What you will do: Starting with the line that contains "index dip: (198, 222)" and stopping after the line that contains "wrist: (120, 346)", copy the entries below exactly. Include nothing else.

Data supplied:
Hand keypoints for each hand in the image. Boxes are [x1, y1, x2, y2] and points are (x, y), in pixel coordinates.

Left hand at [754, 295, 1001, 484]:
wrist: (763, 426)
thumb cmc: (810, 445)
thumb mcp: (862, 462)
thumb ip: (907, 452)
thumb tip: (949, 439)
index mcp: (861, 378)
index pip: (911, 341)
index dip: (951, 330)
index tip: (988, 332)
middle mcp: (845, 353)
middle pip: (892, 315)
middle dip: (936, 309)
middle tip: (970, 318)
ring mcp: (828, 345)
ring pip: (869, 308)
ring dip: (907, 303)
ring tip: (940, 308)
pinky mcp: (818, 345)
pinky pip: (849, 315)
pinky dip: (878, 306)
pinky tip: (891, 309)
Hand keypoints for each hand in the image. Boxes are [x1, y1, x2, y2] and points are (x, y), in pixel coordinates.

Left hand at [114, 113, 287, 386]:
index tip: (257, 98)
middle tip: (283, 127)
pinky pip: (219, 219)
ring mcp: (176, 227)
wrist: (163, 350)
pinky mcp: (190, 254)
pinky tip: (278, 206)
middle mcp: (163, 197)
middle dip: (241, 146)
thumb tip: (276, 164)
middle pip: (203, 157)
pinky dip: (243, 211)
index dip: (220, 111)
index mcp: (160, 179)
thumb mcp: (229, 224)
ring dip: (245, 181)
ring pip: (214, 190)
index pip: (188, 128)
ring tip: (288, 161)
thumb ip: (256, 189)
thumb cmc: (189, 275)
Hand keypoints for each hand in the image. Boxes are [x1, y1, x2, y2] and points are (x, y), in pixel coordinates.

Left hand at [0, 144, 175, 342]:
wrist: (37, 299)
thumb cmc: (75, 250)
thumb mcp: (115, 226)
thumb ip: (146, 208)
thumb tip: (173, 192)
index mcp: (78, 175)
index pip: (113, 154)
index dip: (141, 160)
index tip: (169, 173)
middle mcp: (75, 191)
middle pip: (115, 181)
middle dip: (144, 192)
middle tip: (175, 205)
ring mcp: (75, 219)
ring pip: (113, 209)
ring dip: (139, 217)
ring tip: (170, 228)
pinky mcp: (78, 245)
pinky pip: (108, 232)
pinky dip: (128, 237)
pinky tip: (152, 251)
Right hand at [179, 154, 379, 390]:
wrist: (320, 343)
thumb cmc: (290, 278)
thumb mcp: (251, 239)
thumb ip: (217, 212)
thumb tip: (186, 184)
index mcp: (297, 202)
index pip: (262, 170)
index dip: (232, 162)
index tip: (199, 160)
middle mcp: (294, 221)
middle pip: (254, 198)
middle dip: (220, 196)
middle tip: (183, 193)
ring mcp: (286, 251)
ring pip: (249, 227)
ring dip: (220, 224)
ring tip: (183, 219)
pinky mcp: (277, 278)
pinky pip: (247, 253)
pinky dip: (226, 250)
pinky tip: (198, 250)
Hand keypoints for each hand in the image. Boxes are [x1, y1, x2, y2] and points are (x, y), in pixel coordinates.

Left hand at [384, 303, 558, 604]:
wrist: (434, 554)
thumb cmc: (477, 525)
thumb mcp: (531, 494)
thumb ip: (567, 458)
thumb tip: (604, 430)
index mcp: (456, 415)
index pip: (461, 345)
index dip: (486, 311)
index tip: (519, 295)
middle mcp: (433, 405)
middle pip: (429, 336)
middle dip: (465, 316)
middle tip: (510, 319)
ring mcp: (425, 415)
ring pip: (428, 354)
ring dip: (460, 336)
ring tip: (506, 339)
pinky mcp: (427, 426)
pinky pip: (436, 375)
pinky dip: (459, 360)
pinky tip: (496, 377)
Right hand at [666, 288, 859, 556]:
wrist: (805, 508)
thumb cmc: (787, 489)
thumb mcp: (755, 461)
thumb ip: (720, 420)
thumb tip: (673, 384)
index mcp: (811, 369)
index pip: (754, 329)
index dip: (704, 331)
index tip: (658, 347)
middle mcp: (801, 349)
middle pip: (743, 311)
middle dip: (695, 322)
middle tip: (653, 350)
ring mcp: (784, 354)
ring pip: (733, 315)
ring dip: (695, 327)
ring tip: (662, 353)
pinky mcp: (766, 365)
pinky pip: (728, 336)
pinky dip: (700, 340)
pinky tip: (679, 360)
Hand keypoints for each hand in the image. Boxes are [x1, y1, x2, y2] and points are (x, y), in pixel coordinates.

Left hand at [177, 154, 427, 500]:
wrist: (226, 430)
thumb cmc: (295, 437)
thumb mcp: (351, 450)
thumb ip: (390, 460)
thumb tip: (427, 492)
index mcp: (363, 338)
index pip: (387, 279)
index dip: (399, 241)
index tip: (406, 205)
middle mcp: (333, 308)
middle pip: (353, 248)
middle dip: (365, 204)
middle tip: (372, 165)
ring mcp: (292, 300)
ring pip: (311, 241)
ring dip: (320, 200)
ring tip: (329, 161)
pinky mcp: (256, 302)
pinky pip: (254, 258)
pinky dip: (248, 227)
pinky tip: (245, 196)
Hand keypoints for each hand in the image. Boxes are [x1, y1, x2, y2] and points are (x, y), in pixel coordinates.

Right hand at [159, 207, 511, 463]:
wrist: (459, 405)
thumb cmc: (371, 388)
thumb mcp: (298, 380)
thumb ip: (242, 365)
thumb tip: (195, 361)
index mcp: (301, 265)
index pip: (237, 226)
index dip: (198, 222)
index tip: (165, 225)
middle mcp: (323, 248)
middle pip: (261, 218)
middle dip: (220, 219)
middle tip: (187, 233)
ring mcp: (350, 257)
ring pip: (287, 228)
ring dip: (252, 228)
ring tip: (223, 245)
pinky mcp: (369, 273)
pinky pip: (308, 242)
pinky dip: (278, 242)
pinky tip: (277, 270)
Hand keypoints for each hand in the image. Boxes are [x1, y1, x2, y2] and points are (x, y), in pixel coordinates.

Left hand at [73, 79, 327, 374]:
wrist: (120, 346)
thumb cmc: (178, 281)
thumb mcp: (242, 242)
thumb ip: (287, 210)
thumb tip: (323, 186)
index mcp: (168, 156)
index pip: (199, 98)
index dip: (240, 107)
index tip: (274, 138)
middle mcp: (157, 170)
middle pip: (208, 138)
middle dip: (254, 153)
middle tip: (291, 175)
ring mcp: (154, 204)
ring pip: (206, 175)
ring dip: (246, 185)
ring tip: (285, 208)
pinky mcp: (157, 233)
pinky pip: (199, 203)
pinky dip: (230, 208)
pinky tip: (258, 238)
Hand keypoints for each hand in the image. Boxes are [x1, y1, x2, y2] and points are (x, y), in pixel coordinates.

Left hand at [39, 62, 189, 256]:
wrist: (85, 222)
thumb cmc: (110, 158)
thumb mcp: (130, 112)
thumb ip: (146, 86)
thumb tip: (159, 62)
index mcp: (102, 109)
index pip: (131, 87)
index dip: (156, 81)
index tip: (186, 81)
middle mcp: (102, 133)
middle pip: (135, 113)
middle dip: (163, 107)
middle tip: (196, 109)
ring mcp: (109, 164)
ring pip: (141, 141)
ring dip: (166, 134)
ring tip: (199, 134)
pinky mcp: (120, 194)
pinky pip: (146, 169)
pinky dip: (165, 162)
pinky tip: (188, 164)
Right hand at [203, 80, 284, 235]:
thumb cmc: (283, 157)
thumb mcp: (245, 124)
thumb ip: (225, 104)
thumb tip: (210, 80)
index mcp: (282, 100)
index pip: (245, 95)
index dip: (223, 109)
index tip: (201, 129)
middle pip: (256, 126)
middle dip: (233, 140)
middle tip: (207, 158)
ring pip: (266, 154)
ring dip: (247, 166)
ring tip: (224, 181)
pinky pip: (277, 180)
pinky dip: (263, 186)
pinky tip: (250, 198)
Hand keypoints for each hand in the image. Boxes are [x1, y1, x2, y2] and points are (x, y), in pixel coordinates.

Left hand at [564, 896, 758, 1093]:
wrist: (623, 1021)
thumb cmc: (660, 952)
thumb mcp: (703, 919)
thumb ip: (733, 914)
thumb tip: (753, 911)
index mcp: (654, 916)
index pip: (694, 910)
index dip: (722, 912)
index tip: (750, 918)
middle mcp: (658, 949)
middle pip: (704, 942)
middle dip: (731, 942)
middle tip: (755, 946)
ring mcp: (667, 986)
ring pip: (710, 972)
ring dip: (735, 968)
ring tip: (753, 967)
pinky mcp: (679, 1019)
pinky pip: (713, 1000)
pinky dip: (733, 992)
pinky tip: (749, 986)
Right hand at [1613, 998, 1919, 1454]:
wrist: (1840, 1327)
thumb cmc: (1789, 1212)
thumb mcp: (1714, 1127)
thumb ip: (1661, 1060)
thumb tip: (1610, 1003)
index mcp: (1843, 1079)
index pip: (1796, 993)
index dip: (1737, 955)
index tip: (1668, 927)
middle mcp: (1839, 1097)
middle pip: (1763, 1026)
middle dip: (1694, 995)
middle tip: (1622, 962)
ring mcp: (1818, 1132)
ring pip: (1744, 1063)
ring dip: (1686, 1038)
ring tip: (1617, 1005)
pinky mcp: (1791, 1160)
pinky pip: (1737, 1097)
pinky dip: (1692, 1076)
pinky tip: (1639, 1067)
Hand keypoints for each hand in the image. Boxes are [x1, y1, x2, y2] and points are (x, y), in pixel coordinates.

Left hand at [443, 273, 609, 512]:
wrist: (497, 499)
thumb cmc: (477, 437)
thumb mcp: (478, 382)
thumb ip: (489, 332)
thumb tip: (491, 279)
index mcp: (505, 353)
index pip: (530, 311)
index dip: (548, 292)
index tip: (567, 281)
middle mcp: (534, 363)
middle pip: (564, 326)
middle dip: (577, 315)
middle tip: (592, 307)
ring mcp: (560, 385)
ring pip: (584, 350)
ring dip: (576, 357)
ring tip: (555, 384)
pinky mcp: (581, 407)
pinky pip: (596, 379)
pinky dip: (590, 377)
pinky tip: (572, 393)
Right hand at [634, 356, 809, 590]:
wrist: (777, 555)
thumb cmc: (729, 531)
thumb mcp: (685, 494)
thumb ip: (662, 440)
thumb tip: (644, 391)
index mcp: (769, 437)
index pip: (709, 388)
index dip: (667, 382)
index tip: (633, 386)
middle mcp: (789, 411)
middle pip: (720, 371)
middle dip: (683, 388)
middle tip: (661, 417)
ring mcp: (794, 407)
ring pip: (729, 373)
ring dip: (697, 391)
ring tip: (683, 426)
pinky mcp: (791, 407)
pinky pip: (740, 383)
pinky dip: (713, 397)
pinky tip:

Exercise response:
index dip: (198, 222)
index tip: (165, 225)
middle mcp: (323, 248)
middle pip: (261, 218)
middle dip: (220, 219)
middle tip: (187, 233)
ring mcp: (350, 257)
ring pip: (287, 228)
ring dip: (252, 228)
ring tip: (223, 245)
pinky mcp: (369, 273)
pinky pip: (308, 242)
pinky dip: (278, 242)
pinky tip: (277, 270)
Hand keypoints for each hand in the image. Boxes are [x1, y1, x2, y2] and points are (x, y), in pixel coordinates.

Left hand at [73, 79, 327, 374]:
wrist: (120, 346)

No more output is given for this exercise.